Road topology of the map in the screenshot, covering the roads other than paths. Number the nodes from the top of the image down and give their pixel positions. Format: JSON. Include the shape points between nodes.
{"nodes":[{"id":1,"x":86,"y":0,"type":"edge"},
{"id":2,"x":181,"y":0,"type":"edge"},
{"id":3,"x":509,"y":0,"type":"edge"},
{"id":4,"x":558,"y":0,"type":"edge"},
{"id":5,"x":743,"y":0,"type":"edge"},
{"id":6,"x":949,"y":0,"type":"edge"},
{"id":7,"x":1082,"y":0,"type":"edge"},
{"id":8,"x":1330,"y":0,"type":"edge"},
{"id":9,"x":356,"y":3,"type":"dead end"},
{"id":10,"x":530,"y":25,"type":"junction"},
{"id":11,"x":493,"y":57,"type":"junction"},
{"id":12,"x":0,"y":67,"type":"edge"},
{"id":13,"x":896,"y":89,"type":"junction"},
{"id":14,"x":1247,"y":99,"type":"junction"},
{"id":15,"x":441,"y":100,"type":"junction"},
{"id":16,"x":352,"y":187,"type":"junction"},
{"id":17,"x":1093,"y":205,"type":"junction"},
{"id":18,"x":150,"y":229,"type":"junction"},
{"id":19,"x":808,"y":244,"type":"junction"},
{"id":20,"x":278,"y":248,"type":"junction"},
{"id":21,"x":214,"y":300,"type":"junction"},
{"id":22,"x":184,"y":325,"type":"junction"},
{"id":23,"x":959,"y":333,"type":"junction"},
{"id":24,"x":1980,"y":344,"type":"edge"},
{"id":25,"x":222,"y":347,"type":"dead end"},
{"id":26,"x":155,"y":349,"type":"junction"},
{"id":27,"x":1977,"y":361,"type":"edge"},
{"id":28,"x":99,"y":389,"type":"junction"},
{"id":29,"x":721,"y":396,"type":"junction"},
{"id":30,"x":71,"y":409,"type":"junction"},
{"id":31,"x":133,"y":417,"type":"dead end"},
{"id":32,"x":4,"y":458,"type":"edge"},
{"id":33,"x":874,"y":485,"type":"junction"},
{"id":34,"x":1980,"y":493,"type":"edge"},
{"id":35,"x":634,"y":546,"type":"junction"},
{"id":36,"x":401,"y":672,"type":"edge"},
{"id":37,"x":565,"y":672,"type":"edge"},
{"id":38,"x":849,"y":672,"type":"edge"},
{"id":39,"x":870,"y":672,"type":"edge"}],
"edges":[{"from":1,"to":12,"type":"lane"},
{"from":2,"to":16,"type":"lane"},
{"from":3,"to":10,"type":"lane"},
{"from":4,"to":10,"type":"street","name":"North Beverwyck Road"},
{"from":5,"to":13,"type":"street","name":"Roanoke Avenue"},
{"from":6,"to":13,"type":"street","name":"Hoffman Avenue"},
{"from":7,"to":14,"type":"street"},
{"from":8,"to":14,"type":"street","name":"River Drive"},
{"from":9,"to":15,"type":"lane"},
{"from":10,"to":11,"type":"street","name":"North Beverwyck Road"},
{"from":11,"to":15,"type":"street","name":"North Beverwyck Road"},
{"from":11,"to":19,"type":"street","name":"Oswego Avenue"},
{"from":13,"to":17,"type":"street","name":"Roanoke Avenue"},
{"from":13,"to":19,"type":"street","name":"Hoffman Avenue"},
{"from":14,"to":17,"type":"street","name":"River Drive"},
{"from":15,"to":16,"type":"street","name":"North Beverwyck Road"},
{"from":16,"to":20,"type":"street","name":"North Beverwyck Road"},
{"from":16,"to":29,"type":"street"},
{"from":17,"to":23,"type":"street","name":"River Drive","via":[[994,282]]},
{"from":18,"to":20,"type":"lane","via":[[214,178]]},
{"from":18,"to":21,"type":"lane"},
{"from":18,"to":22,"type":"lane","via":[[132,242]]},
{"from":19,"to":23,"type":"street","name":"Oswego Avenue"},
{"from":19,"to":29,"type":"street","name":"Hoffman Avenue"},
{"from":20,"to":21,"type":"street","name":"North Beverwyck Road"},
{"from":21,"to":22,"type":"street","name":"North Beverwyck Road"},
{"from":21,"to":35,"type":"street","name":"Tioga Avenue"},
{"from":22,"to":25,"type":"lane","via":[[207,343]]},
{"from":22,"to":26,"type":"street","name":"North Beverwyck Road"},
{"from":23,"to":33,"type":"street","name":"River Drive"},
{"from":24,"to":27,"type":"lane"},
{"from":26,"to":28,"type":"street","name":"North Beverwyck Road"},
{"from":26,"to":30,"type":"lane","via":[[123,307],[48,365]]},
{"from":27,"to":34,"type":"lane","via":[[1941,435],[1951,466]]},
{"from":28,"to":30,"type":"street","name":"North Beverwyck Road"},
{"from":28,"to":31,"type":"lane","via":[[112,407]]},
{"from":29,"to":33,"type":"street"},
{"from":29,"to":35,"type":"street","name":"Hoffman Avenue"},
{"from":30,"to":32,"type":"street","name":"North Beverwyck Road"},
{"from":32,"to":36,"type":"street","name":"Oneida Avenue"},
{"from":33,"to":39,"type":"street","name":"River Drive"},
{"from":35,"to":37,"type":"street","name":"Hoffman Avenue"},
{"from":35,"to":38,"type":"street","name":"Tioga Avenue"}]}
┄┄┄┄┄┄┄┄┄┄┄┄┄┄┄┄┄┄┄┄
Exercise description - Where a line above holds the word "dead", copy it.

Result for this task -
{"id":9,"x":356,"y":3,"type":"dead end"},
{"id":25,"x":222,"y":347,"type":"dead end"},
{"id":31,"x":133,"y":417,"type":"dead end"},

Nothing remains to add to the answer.